The critical difference between stock options and restricted stock is that stock options pay off only if two things happen: The employee cannot quit or be fired before the vesting period is over and the stock price has to go up. Restricted stock has only one of these conditions: The employee has to stay on the job for a few years, but restricted stock remains valuable even if the stock price goes down. Because there is much less risk, employees generally receive about a third as many restricted shares as they would have received in options.
Restricted stock is less risky than options if the stock price falls but less lucrative if the stock price rises. Reducing both risk and opportunity may be a sensible compromise for lower‐level employees. For companies in which top executives are not major stockholders, however, reducing the risk faced by top executives is equivalent to increasing the risk faced by all other stockholders. If most CEO stock options were replaced with restricted stock, CEOs would be wealthier if the stock price fell and other stockholders would be poorer.

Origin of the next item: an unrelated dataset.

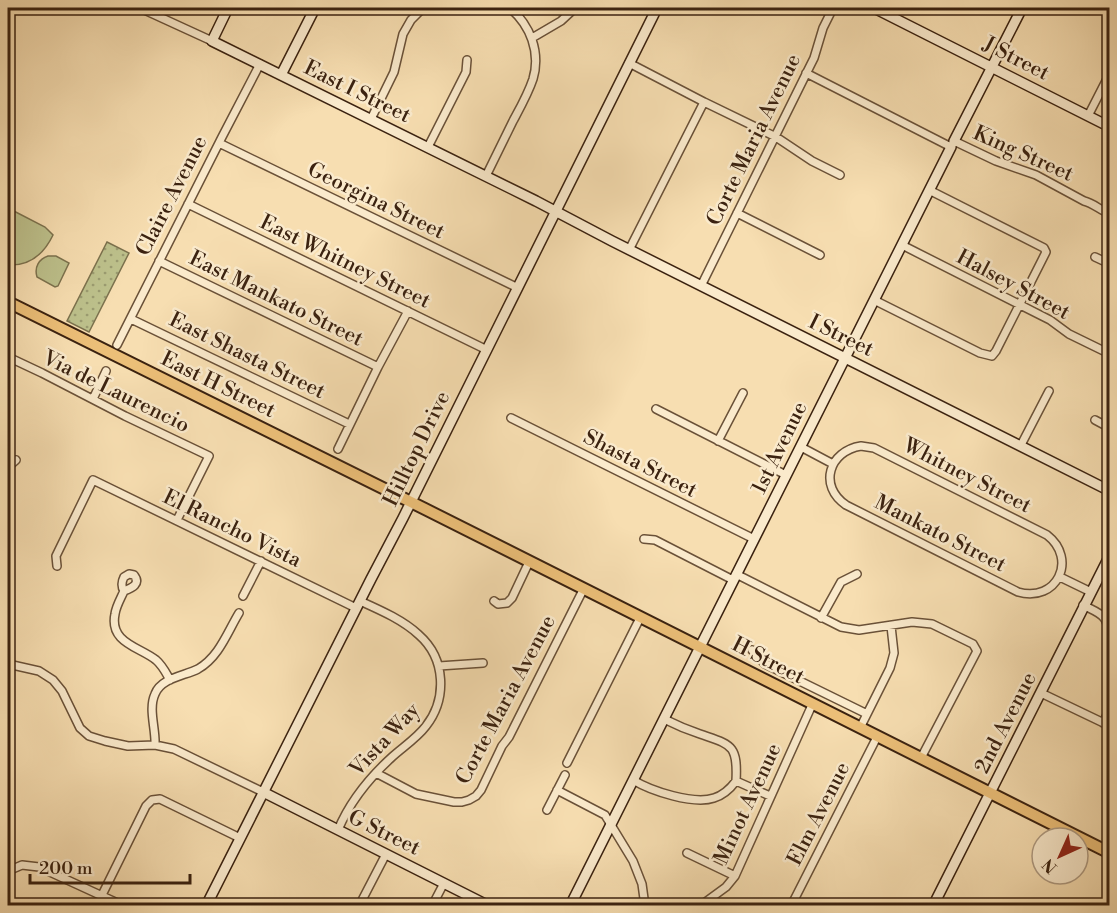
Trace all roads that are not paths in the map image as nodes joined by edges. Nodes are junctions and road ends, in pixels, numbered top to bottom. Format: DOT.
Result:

Restricted stock is “expensed” (subtracted from earnings) only after employees are vested. In Microsoft’s case, one‐fifth will become vested each year for five years. That means restricted stock granted in 2004 will not be fully expensed until 2009.
Proponents of expensing stock options, by contrast, want the estimated value of options to be expensed immediately when they are granted, rather than years later when vested. If the Financial Accounting Standards Board (FASB) makes good on threats of requiring options to be expensed when granted, that will create an accounting bias in favor of restricted stock. The recorded expense of restricted stock will fall, for example, if the stock price falls between the time stock is granted and the time it is vested. The estimated fair value of options, on the other hand, would be treated as an immediate cost even if those options later turn out to be a mile underwater.
Many options granted in 2000 had a huge value on paper but are now unlikely to ever be worth a dime. To base reported earnings on such ephemeral estimates is to convert earnings into a maze of meaningless estimates. Amazon.com is already responding to demands of sophisticated investors by showing what its earnings would look like if the company had not capitulated to the FASB‐inspired ritual of treating a flaky estimate as an actual expense.
Critics of executive stock options get the new Microsoft story exactly wrong. The fact that Microsoft is replacing stock options with restricted stock shows that cutting back on stock options is more likely to rearrange the form of compensation than to reduce the amount. The faddish assault on stock options would not reduce the size of executive pay but rather reduce the risk faced by failed executives if their company’s stock price falls. If the noisiest critics of executive pay got what they have been clamoring for, they would end up transferring risk from mediocre executives to innocent investors.